Editorial: Revolution mit Hindernissen
Als ich Anfang der 1990er Jahre meine Diplomarbeit in einem Labor für Pflanzengenetik des Friedrich Miescher Instituts in Basel anfertigte, begannen bereits erste gentechnisch veränderte Nutzpflanzen für heiße Diskussionen zu sorgen. Der betreuende Professor an der ETH Zürich, Ingo Potrykus, startete zu der Zeit auch das Projekt, einen »goldenen« Reis mit stark erhöhtem Gehalt an Provitamin A (Betacarotin) herzustellen. Denn in zahlreichen Ländern mit Reis als überwiegendem Grundnahrungsmittel mangelt es an dem unter anderem fürs Sehen und Immunsystem wichtigen Molekül. Laut Schätzungen der WHO erblinden weltweit jedes Jahr bis zu eine halbe Million Kinder wegen eines Provitamin-A-Defizits, und etwa die Hälfte von ihnen stirbt innerhalb des nächsten Jahrs!

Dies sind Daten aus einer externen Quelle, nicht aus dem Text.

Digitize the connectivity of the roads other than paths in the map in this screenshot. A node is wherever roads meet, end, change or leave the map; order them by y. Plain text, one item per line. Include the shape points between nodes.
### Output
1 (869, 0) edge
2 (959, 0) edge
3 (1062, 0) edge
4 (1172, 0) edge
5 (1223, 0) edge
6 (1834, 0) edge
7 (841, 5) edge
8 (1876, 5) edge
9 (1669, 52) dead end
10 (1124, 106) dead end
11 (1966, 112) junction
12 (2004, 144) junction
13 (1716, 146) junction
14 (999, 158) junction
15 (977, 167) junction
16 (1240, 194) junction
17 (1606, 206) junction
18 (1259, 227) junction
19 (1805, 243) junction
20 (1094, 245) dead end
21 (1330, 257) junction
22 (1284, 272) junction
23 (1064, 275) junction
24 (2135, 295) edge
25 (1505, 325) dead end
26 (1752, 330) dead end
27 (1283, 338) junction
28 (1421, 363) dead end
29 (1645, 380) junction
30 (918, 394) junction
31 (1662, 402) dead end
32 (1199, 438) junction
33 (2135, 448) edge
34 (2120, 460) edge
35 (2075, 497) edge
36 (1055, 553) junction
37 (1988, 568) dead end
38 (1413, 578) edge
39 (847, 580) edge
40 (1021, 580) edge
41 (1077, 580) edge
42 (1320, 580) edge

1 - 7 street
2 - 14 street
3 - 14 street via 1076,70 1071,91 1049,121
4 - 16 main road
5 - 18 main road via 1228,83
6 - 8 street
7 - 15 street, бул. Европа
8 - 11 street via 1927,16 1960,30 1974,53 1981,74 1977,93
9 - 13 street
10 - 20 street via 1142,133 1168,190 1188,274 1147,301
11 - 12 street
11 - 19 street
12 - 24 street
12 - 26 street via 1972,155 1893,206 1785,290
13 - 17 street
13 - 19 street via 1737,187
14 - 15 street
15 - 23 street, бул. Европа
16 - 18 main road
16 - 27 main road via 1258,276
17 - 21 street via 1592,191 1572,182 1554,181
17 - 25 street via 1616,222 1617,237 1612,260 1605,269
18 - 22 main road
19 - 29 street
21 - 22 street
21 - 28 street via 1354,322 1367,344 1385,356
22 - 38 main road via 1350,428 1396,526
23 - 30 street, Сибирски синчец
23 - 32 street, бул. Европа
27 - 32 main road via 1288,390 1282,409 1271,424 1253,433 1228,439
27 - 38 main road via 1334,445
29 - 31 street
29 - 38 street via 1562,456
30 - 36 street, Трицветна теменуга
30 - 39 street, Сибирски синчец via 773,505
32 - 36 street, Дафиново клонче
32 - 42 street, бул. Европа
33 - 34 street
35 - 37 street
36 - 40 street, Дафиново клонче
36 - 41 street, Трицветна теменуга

Inzwischen haben Forscher tatsächlich Reissorten geschaffen, die einen Großteil des Tagesbedarfs an dem Provitamin decken könnten – wenn sie nur zugelassen wären. Jedoch haben hohe regulatorische Hürden sowie starker Widerstand von Gentechnikgegnern, allen voran Greenpeace, das bislang verhindert. Erst in jüngster Zeit scheint sich ein Durchbruch abzuzeichnen. Nachdem 2016 mehr als 100 Nobelpreisträger die Blockadehaltung der Anti-Gentechnik-Aktivisten in einem offenen Brief kritisierten, wurde der goldene Reis 2017 in Australien und Neuseeland sowie 2018 in den USA und Kanada als gesundheitlich unbedenkliches Nahrungsmittel zugelassen, auch wenn die Genehmigung ihres Anbaus weiterhin aussteht. Im Dezember 2019 folgten die Philippinen als erstes Land, in dem Reis die zentrale Rolle für Landwirtschaft und Ernährung spielt.
Beim goldenen Reis handelt es sich noch um ein mit herkömmlichen gentechnischen Methoden hergestelltes Gewächs, das Erbgut aus fremden Arten enthält. Doch die Wissenschaft ist hier inzwischen einen wichtigen Schritt weiter, wie Frank Kempken von der Universität Kiel ab S. 12 beschreibt. Die heutigen Möglichkeiten zum zielgenauen Genome Editing erlauben es, gewünschte Eigenschaften in Pflanzen einzubringen, ohne dass man dem Erbgut hinterher den Eingriff ansieht. Das Ergebnis hätte also auch durch natürliche Mutation oder konventionelle Züchtung entstanden sein können und lässt sich daher nicht von normalen Sorten unterscheiden. Dennoch ist diese neue Form Grüner Gentechnik nicht unumstritten, wie unser Streitgespräch ab S. 21 aufzeigt. Im Juli 2018 beschloss der Europäische Gerichtshof sogar, solche Pflanzen unter das Gentechnikgesetz mit all seinen Barrieren zu stellen, was unter Forschern viel Kritik hervorrief. Hoffentlich setzt sich hier bald die Einsicht durch, übers Ziel hinausgeschossen zu sein.